ABOUT THIS EXERCISE: Look in the listing below for the line that has "ring mcp: (842, 675)", then return it and each following line up to and including the one with "index tip: (1006, 885)", exactly and without pictures.

INFORMATION SHOWN:
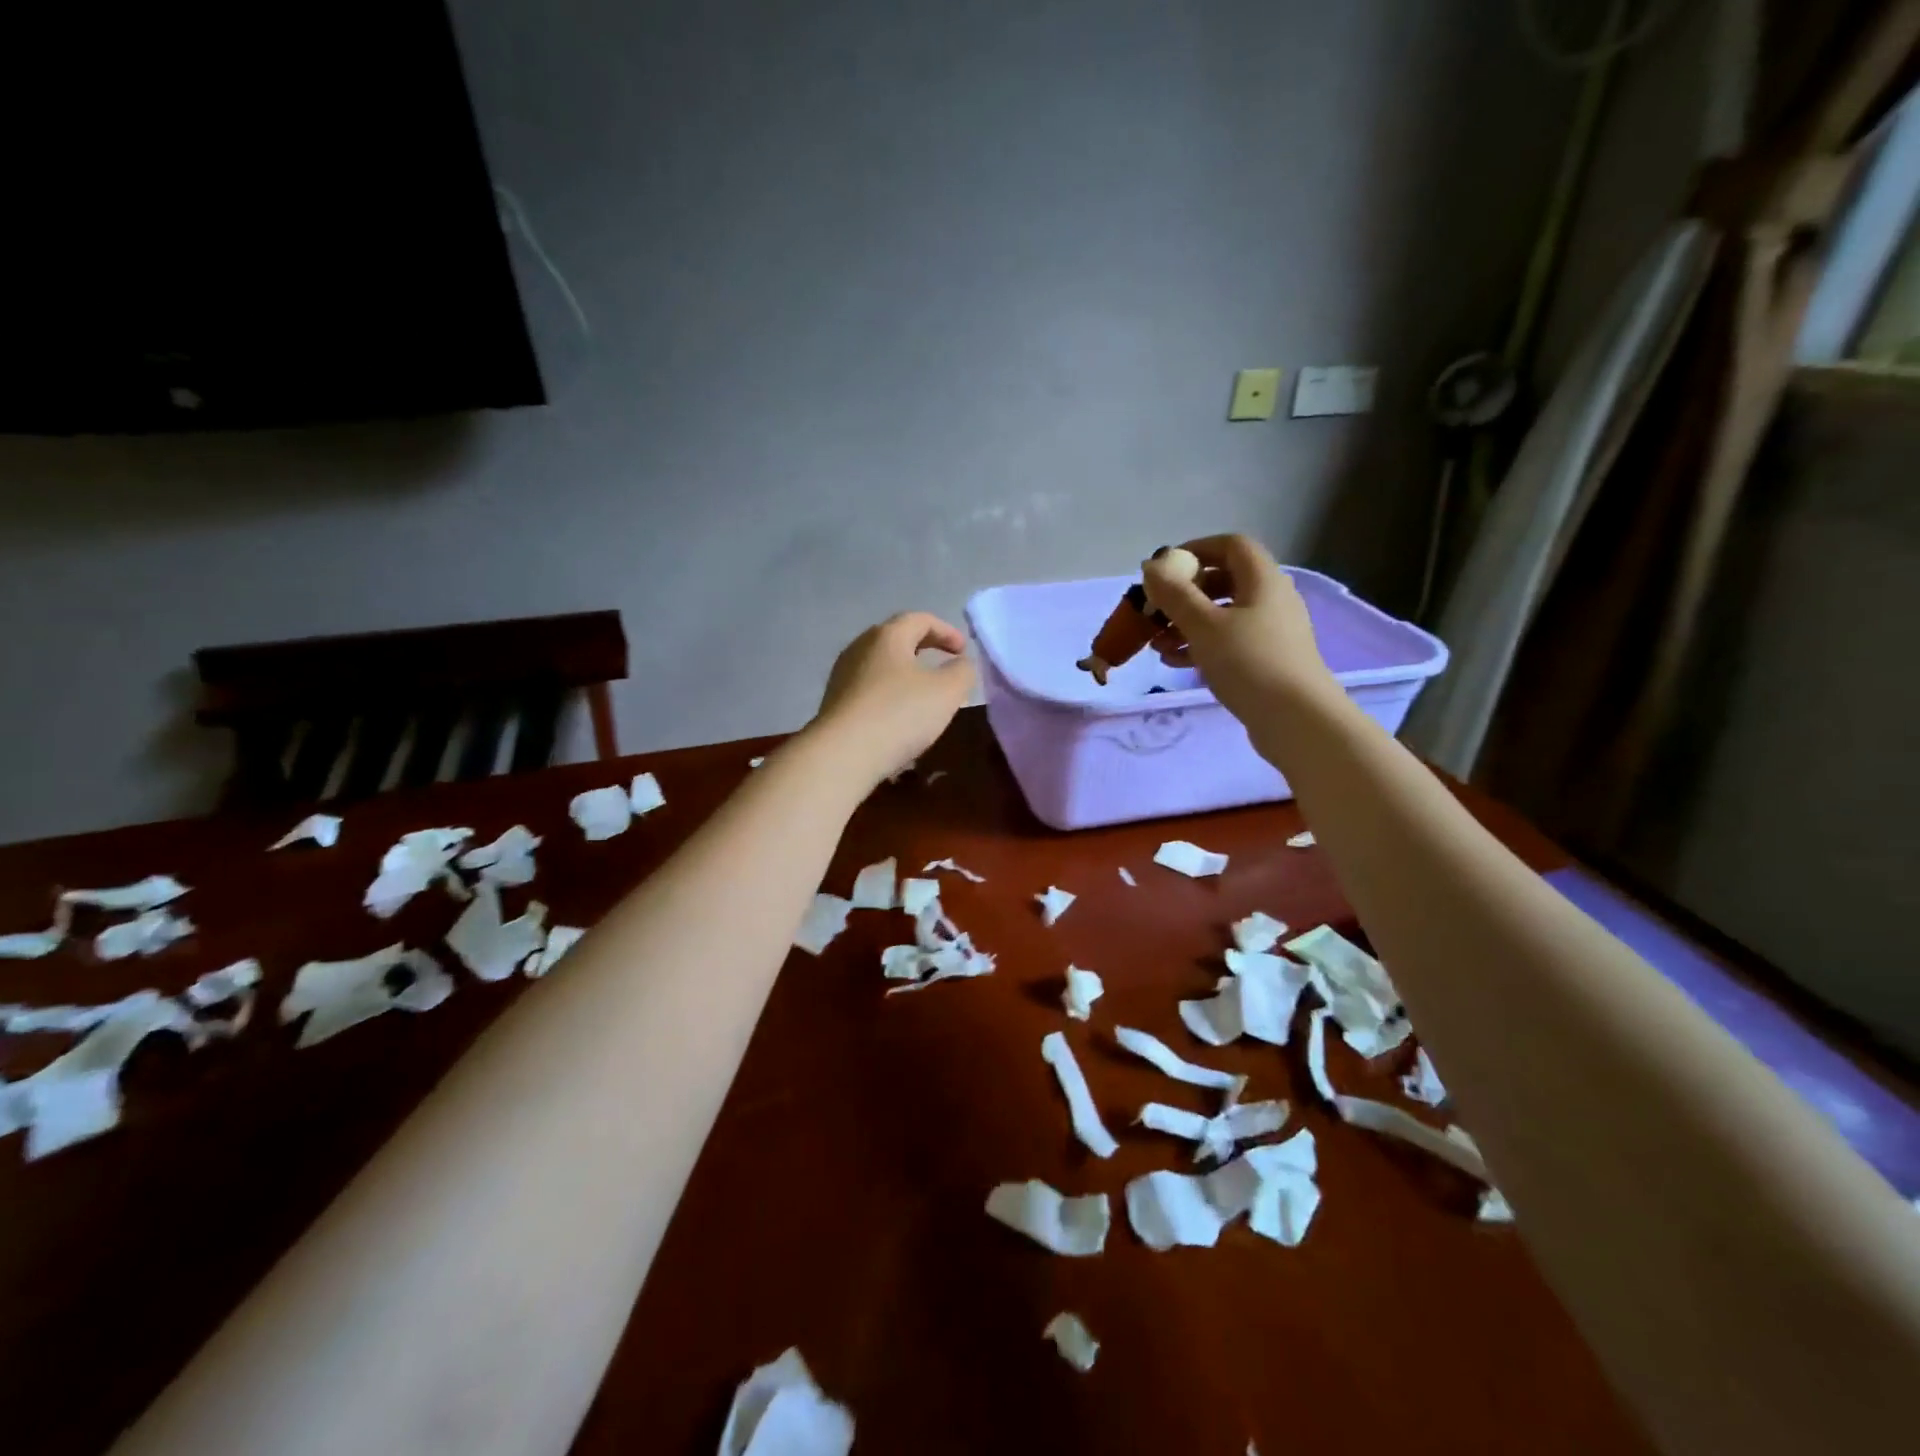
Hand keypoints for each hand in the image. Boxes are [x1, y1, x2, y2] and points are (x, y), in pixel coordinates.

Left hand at [809, 612, 975, 786]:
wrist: (842, 755)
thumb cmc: (899, 714)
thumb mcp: (947, 692)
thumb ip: (962, 672)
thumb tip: (961, 664)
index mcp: (887, 636)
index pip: (920, 619)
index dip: (946, 631)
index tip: (964, 650)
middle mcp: (860, 647)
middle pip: (896, 638)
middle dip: (924, 647)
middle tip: (944, 663)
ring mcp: (842, 675)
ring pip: (880, 664)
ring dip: (905, 672)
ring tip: (923, 692)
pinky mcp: (834, 702)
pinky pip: (868, 688)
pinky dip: (889, 692)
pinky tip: (898, 715)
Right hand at [1140, 534, 1337, 727]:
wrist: (1296, 719)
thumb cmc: (1248, 663)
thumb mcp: (1203, 625)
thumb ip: (1174, 594)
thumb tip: (1151, 566)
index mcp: (1262, 579)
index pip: (1230, 545)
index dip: (1196, 549)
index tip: (1164, 569)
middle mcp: (1272, 598)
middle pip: (1224, 581)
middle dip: (1185, 594)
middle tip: (1155, 612)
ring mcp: (1272, 631)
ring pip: (1223, 615)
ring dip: (1187, 624)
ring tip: (1157, 644)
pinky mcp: (1268, 660)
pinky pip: (1229, 641)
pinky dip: (1202, 645)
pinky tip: (1176, 663)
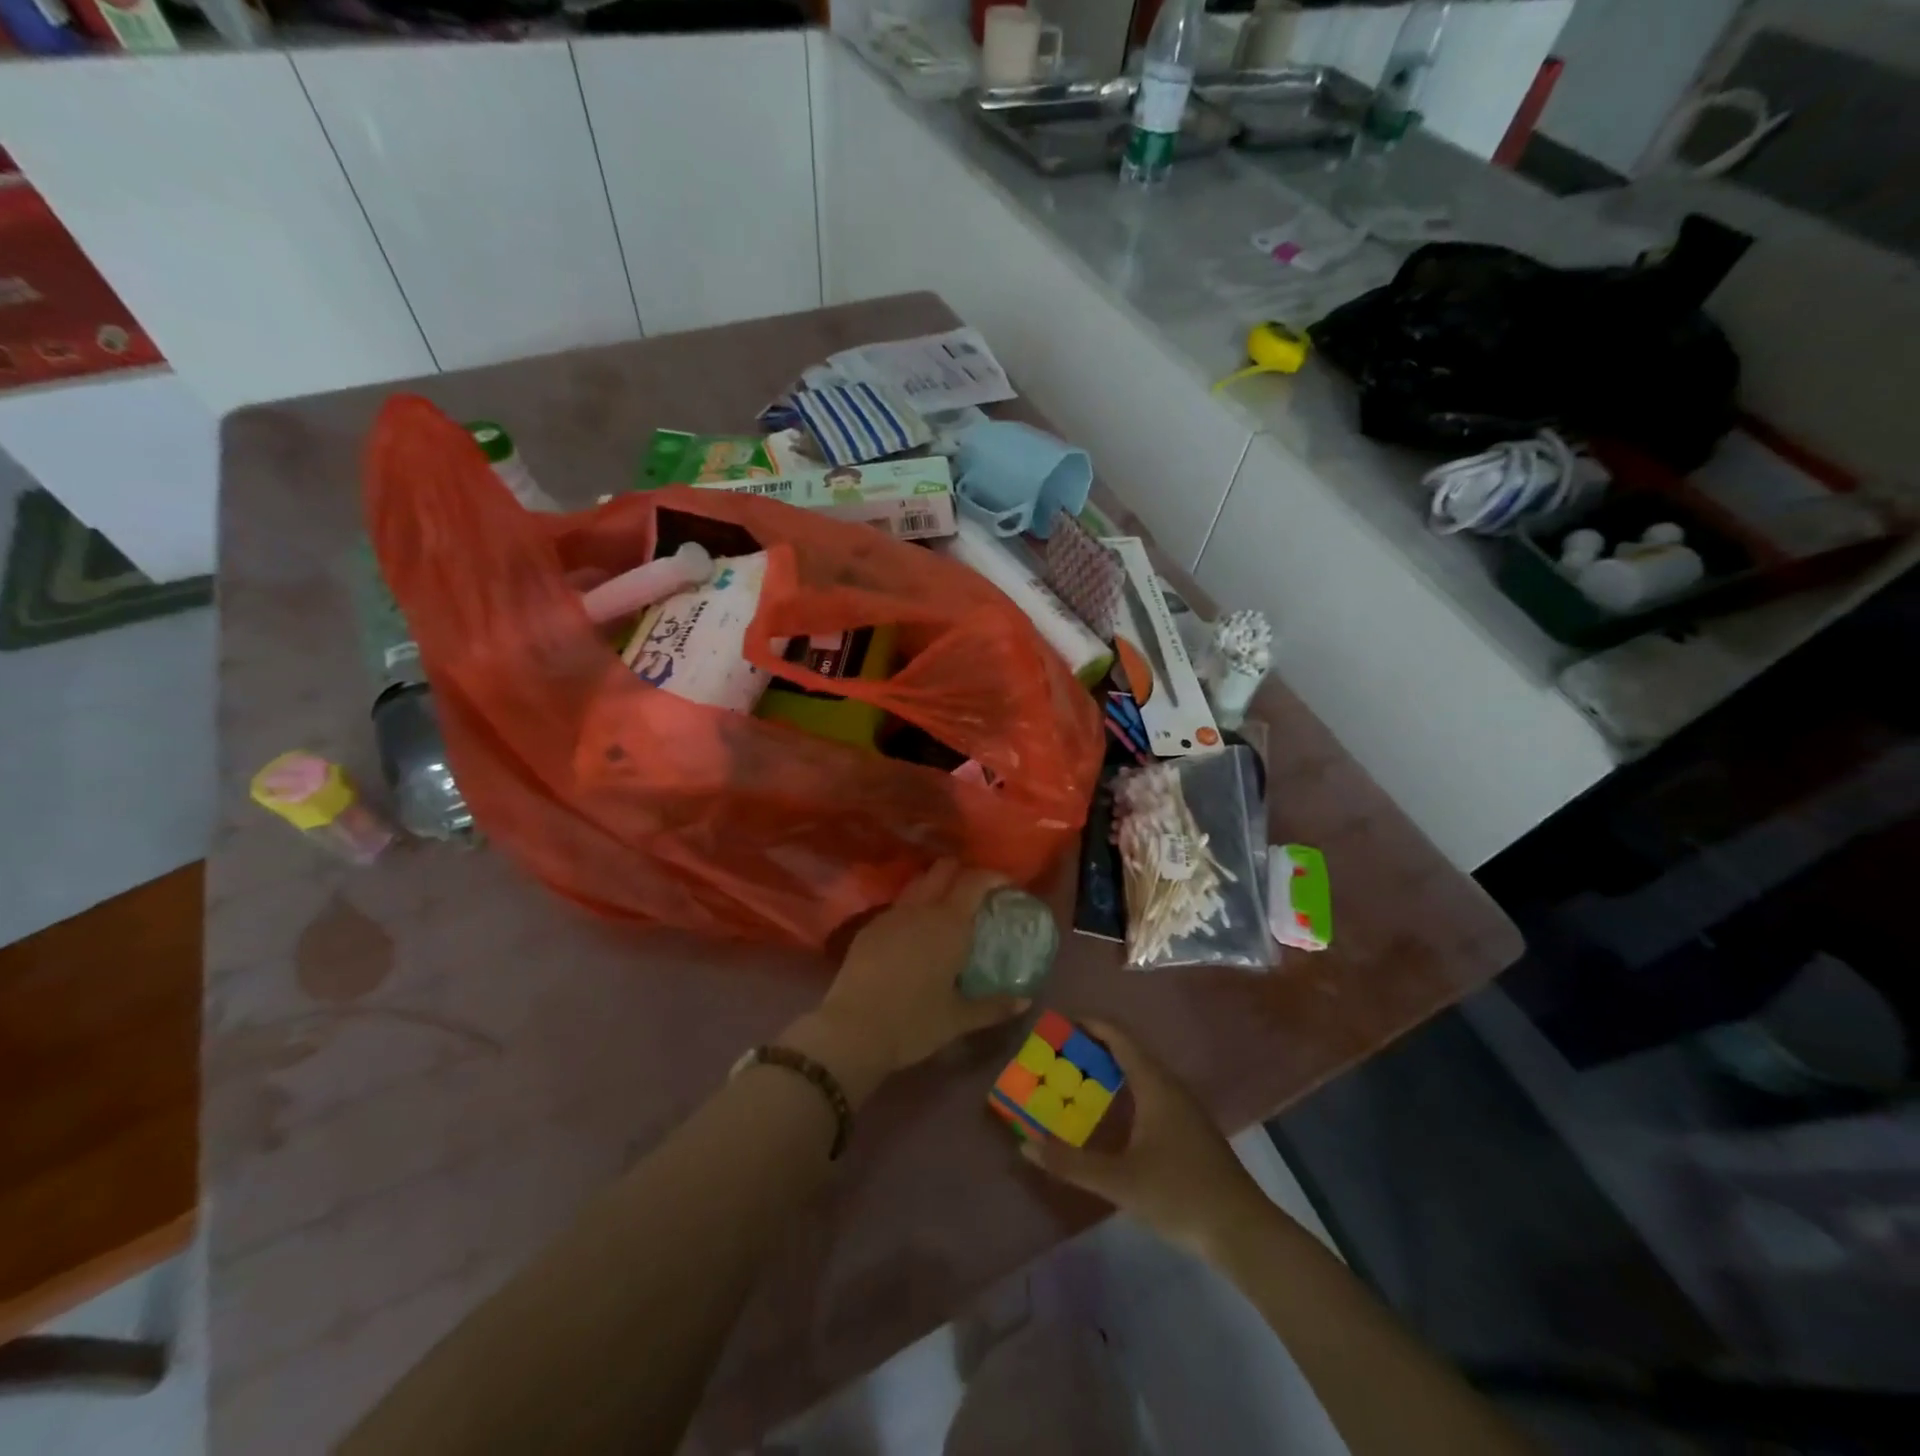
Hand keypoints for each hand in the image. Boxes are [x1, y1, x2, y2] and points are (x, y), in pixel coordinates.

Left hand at [783, 861, 1031, 1105]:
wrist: (851, 1031)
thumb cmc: (913, 1024)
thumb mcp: (958, 1020)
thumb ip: (994, 1007)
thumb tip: (1024, 1001)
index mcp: (949, 924)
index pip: (975, 880)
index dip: (993, 876)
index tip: (1006, 885)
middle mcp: (921, 909)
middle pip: (943, 869)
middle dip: (962, 872)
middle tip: (976, 893)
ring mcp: (891, 915)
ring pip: (918, 883)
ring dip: (935, 885)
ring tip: (946, 908)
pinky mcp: (869, 927)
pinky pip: (898, 905)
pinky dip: (913, 907)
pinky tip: (915, 932)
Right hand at [1020, 1020, 1269, 1255]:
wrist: (1244, 1233)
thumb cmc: (1181, 1195)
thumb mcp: (1120, 1182)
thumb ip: (1071, 1163)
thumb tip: (1025, 1144)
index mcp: (1155, 1085)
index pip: (1119, 1037)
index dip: (1089, 1024)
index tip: (1058, 1022)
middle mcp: (1170, 1087)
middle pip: (1128, 1052)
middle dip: (1092, 1048)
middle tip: (1056, 1054)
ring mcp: (1183, 1109)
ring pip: (1140, 1074)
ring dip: (1108, 1071)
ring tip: (1074, 1079)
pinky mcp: (1188, 1130)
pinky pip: (1148, 1093)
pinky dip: (1123, 1092)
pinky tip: (1108, 1117)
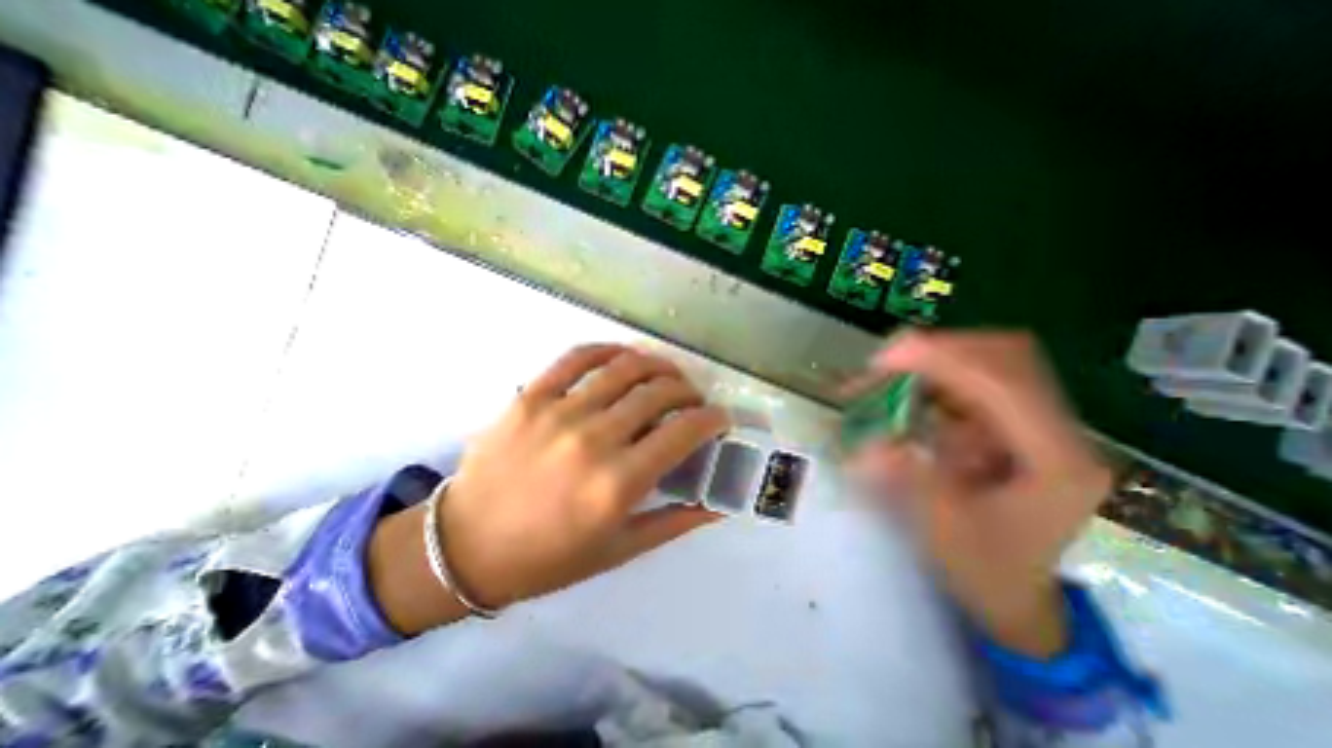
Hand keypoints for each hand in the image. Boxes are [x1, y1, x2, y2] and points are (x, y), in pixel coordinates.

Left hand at [369, 341, 726, 634]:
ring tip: (666, 374)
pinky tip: (623, 358)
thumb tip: (719, 504)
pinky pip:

RESPONSE BOX:
ring mcp: (842, 675)
ring pip: (880, 664)
ring dip: (905, 672)
ring tip: (923, 692)
pinky mcp: (834, 702)
pinky pip: (868, 688)
pinky dip: (889, 692)
pinky tip: (898, 715)
Right hand at [1140, 534, 1337, 727]:
wrist: (1296, 719)
thumb cmc: (1248, 663)
thumb mcp: (1203, 625)
thumb ip: (1174, 594)
thumb tip: (1151, 566)
index mcp: (1262, 579)
index pip: (1230, 545)
index dip: (1196, 549)
index tip: (1164, 569)
middle mcp: (1272, 598)
middle pip: (1224, 581)
middle dip: (1185, 594)
middle tip: (1155, 612)
ring mcp: (1272, 631)
ring pip: (1223, 615)
ring dip: (1187, 624)
ring tip: (1157, 644)
pinky mcp: (1268, 660)
pinky pip: (1229, 641)
pinky dip: (1202, 645)
pinky tip: (1176, 663)
Hand keypoints for each hand in the image. Boxes are [x1, y1, x2, y2] and points are (x, y), in pixel coordinates.

Left hand at [783, 861, 1031, 1105]:
wrist: (851, 1031)
thumb cmc: (913, 1024)
thumb mcp: (958, 1020)
thumb ip: (994, 1007)
thumb tip: (1024, 1001)
index mcp: (949, 924)
index pip: (975, 880)
index dip: (993, 876)
index tip: (1006, 885)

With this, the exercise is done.